What has been prominent in the recent past has been intra-party unease and intra-club disquiet. For soccer clubs the violence is often directed at the coach and or the players or at stadium property.

In politics, especially in the ruling party, killings have been inflicted among members. Such internecine killings have also taken place within opposition parties.

These forms of violence are certainly regrettable regardless of their circumstances. Nonetheless, this pattern of facing up to your own purports a new form or a bravery of sorts that expresses dissatisfaction to your own.

A realisation to an extent that the sources of problems do not necessarily derive from outside but are largely fomented internally.

This form of internal democracy and strife has exacted accountability from players, coaches and soccer bosses, with the greatest victims being the coaches who have been changed as rapidly and a search for one who might bring results is set in motion.

In similar ways the ensuing internal party conflict in our politics, which by all counts has plunged our country to depths we never imagined, illustrate the significance of democratisation of society.

The green shoots we see in sports suggest the change that has to happen actually is to happen in areas that appear peripheral to politics but illustrate the power of the fans. That the fans can exact accountability and when they do change is fast.

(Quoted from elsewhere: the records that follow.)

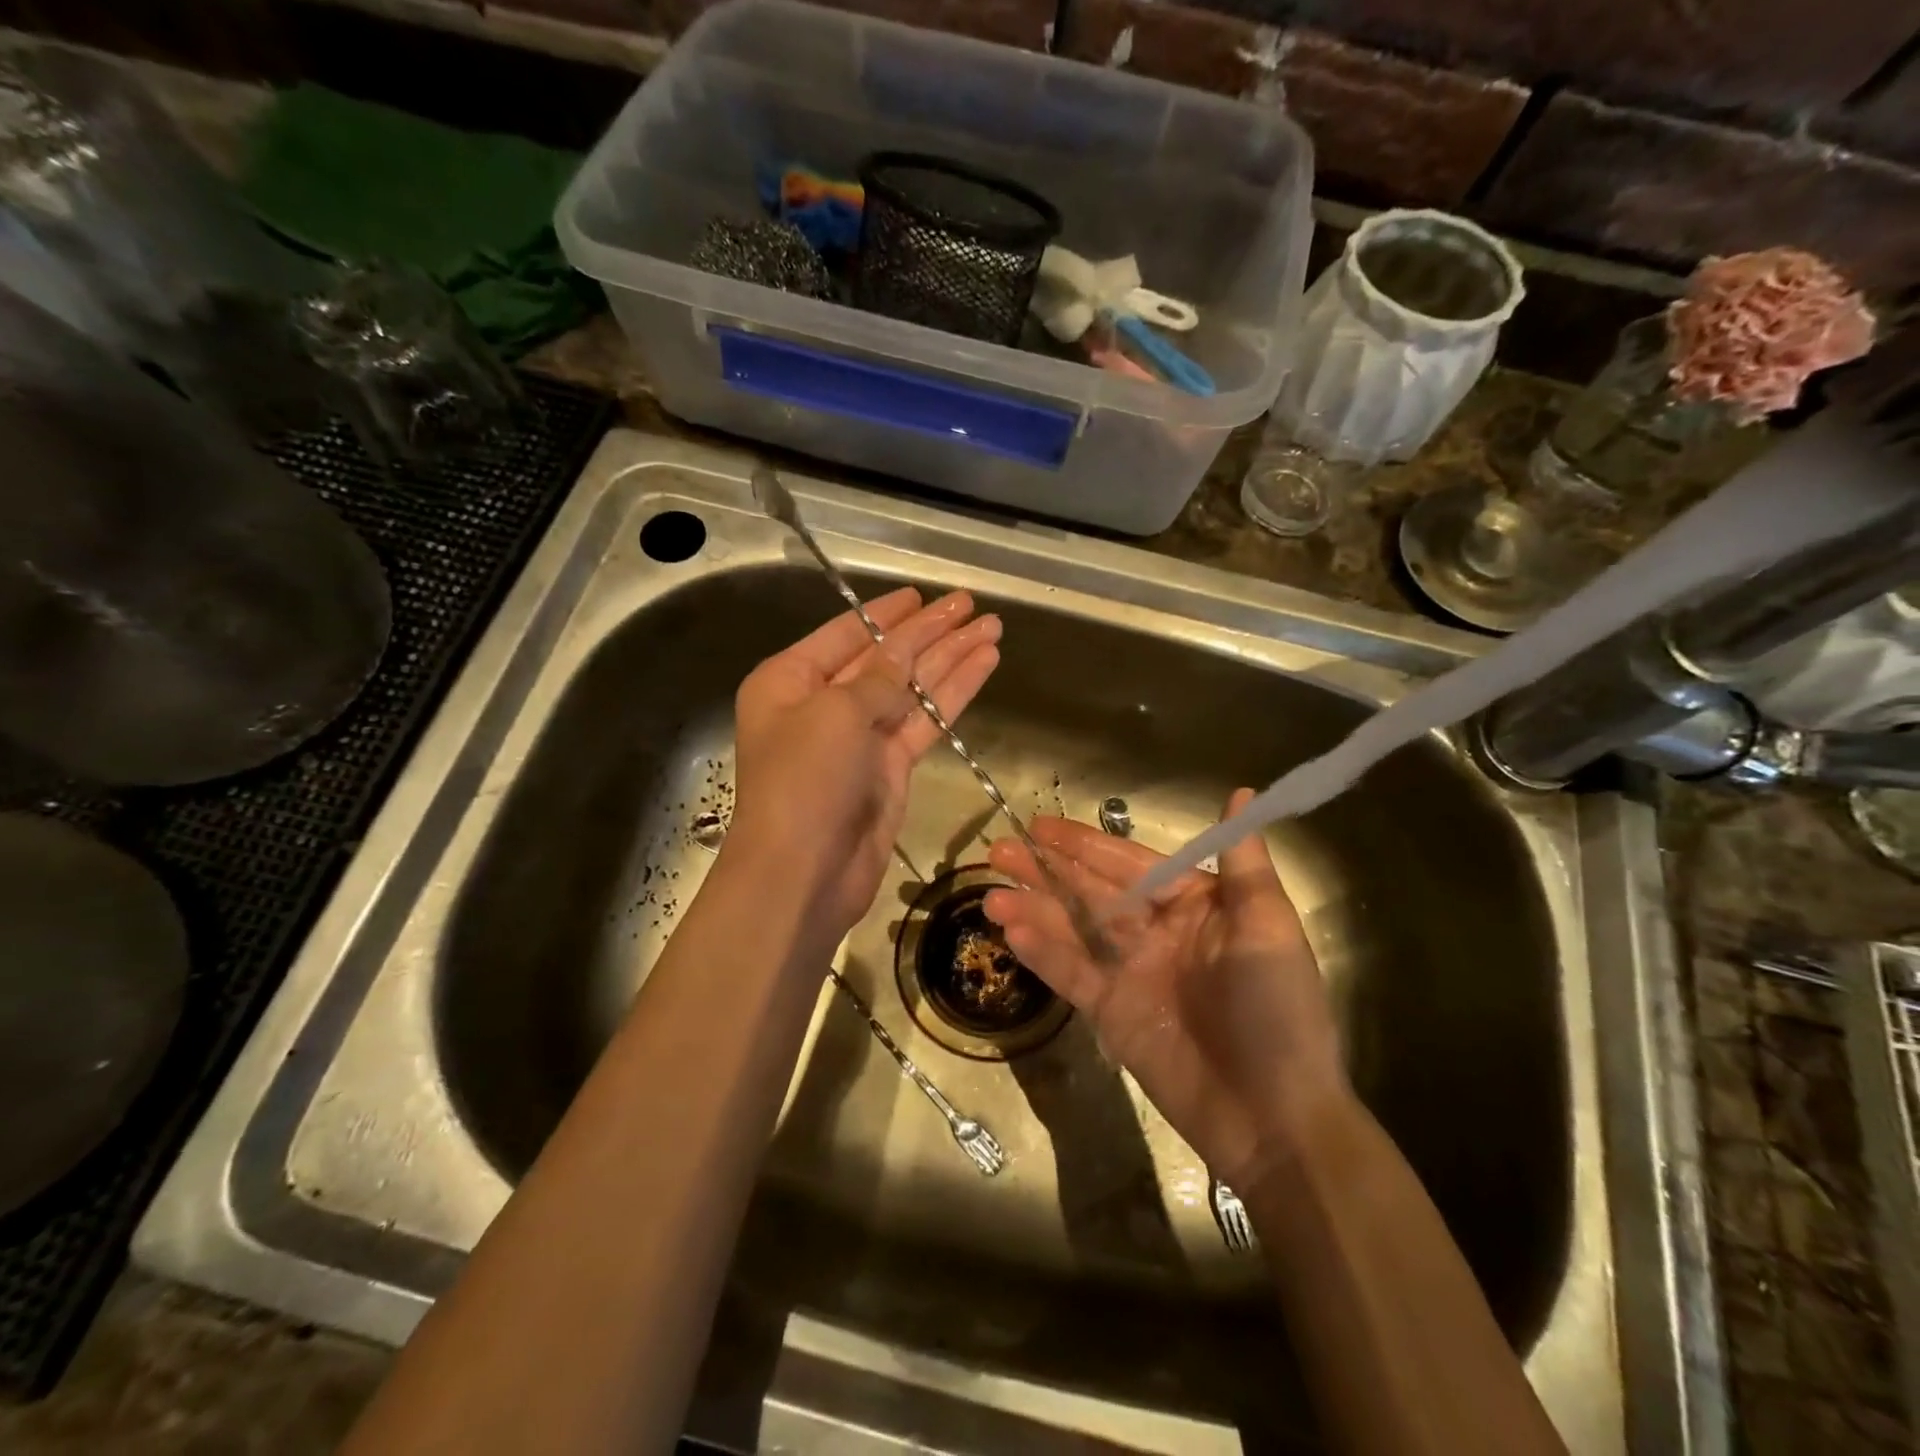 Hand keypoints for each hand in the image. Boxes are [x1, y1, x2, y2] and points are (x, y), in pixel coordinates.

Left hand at [727, 587, 999, 939]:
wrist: (804, 873)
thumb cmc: (803, 780)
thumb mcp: (836, 712)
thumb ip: (878, 677)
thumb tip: (904, 652)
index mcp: (790, 681)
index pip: (846, 634)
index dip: (887, 614)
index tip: (921, 594)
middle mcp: (824, 704)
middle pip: (886, 658)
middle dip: (929, 632)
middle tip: (971, 605)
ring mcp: (860, 738)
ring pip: (913, 688)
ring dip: (951, 658)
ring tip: (992, 628)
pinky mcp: (890, 768)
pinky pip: (926, 721)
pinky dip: (954, 694)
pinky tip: (984, 665)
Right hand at [984, 791, 1347, 1188]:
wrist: (1275, 1118)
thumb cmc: (1277, 1012)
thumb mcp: (1268, 930)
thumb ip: (1243, 865)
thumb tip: (1239, 793)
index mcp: (1194, 906)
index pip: (1131, 864)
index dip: (1086, 844)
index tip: (1042, 827)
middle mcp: (1157, 932)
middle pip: (1092, 891)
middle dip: (1047, 870)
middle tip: (999, 850)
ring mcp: (1131, 973)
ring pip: (1074, 930)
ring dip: (1034, 910)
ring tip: (990, 895)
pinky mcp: (1113, 1014)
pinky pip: (1072, 975)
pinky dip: (1043, 954)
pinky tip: (1011, 934) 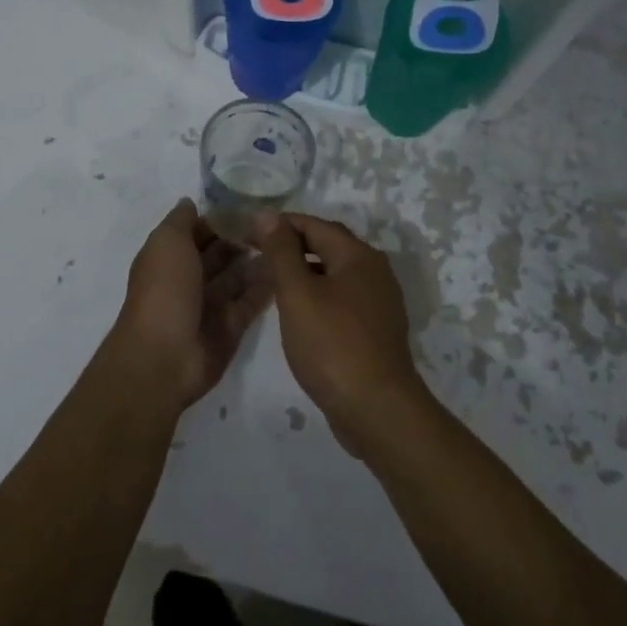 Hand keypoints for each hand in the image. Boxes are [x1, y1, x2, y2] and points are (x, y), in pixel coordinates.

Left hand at [107, 200, 272, 412]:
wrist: (164, 356)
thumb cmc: (164, 291)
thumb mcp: (166, 243)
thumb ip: (181, 221)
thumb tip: (191, 202)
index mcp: (170, 257)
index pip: (198, 231)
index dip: (220, 218)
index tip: (251, 204)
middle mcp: (190, 279)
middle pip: (221, 253)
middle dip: (243, 238)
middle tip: (276, 224)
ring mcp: (210, 305)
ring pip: (238, 277)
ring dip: (258, 260)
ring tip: (287, 242)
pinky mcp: (231, 327)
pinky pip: (251, 302)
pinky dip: (267, 287)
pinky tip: (287, 269)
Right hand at [256, 213, 425, 454]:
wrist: (377, 410)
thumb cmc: (332, 345)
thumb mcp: (297, 294)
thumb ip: (281, 252)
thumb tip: (268, 215)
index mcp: (358, 256)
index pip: (314, 225)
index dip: (278, 225)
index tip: (246, 234)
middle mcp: (375, 271)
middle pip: (328, 245)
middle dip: (292, 246)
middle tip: (256, 255)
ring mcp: (379, 301)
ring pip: (335, 273)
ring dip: (304, 271)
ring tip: (272, 283)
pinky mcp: (377, 329)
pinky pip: (343, 298)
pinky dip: (319, 295)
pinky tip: (299, 313) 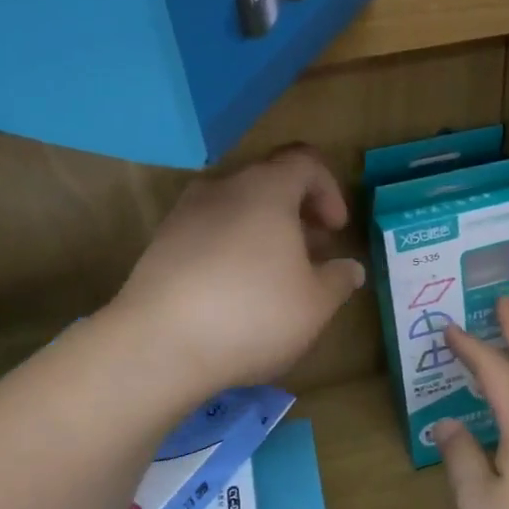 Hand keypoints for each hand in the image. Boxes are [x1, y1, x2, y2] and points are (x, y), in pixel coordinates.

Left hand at [113, 146, 363, 397]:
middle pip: (268, 182)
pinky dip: (231, 248)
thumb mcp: (315, 304)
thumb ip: (338, 279)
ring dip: (263, 231)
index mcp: (266, 190)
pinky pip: (208, 232)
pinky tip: (236, 292)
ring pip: (236, 207)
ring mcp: (184, 214)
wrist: (158, 346)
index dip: (329, 190)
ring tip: (276, 275)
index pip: (305, 162)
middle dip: (297, 212)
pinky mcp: (160, 244)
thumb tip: (349, 268)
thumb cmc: (253, 315)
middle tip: (312, 252)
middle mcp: (222, 188)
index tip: (335, 230) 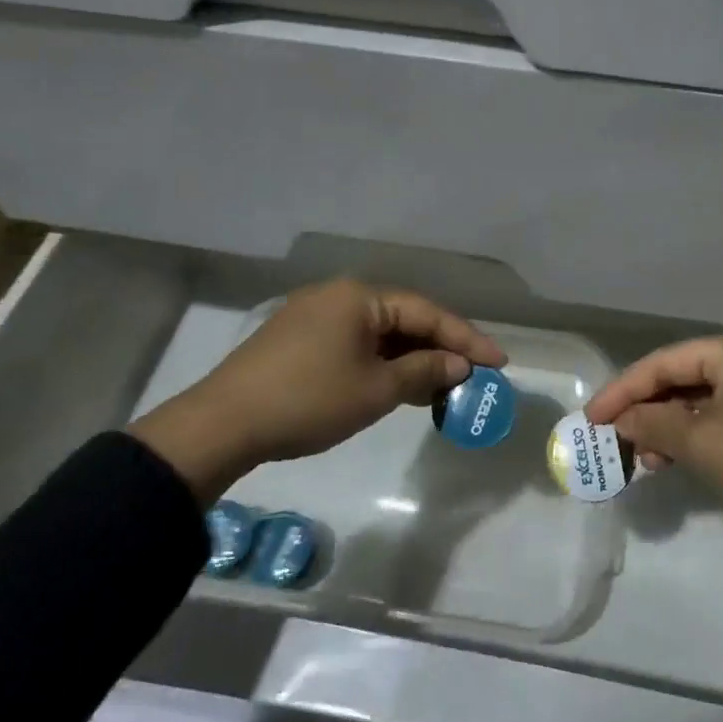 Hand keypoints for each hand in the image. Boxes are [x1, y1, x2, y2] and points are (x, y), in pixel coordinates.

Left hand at [131, 278, 505, 500]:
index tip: (499, 362)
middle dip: (440, 348)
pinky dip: (382, 363)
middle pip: (404, 319)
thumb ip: (424, 370)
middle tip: (474, 375)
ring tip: (443, 386)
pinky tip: (400, 385)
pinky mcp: (299, 339)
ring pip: (380, 334)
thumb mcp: (376, 389)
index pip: (427, 312)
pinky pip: (356, 344)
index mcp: (360, 296)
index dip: (466, 339)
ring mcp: (315, 316)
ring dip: (412, 358)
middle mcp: (339, 296)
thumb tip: (459, 364)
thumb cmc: (309, 400)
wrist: (223, 425)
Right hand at [586, 330, 722, 624]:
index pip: (665, 361)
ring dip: (671, 428)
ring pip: (704, 401)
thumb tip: (622, 421)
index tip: (590, 418)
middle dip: (648, 411)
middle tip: (616, 441)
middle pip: (684, 377)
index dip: (623, 390)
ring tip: (647, 462)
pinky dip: (699, 437)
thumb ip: (654, 426)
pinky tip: (679, 461)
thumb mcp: (704, 444) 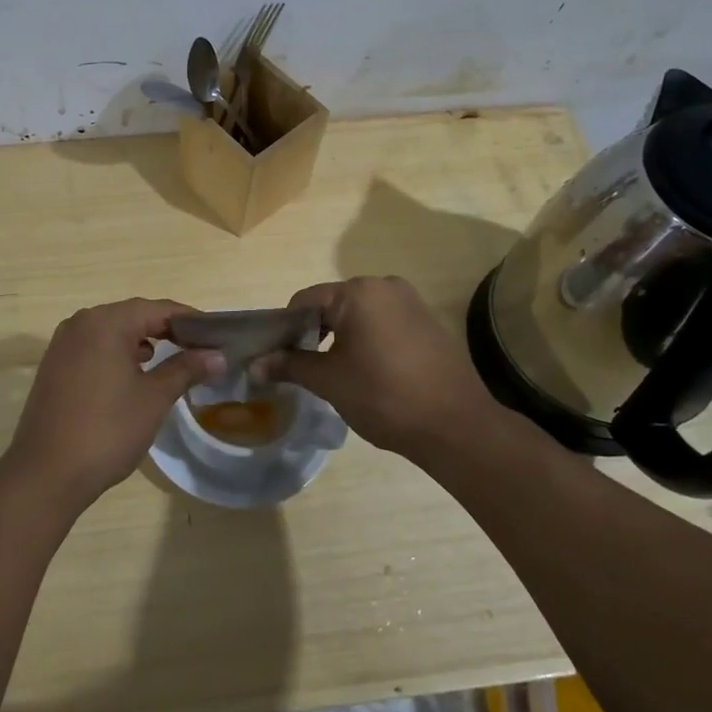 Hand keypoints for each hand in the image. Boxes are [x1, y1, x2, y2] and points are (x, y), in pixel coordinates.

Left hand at [2, 299, 223, 509]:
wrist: (46, 474)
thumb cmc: (107, 430)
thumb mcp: (154, 398)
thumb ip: (186, 369)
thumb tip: (218, 356)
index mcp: (105, 322)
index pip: (158, 309)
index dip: (191, 320)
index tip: (218, 336)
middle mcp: (80, 323)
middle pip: (134, 316)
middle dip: (168, 330)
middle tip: (201, 349)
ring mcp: (63, 345)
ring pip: (113, 332)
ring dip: (144, 342)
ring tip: (174, 361)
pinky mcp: (55, 367)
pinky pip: (95, 348)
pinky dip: (120, 355)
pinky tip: (136, 375)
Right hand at [254, 276, 506, 459]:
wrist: (456, 425)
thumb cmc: (384, 396)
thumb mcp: (329, 381)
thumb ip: (290, 365)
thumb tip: (254, 364)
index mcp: (358, 292)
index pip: (304, 301)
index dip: (284, 329)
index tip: (276, 358)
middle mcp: (385, 286)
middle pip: (331, 304)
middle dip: (312, 332)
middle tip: (301, 368)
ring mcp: (411, 302)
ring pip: (358, 314)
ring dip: (339, 337)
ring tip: (332, 373)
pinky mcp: (427, 322)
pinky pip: (383, 323)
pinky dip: (366, 340)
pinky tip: (366, 371)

Similarly, it is clear that society is a powerful force that should and can demand accountability for faster change. Even better still the level and depth of intraclub and intraparty violence compared to interclub and interparty violence is at a scale that is much lower and less pronounced.

As we muddle through our self- inflicted economic tragedy, it is to these cultural effects of sports that we should look to gain lessons on how we can build peace and reconstruct accountability.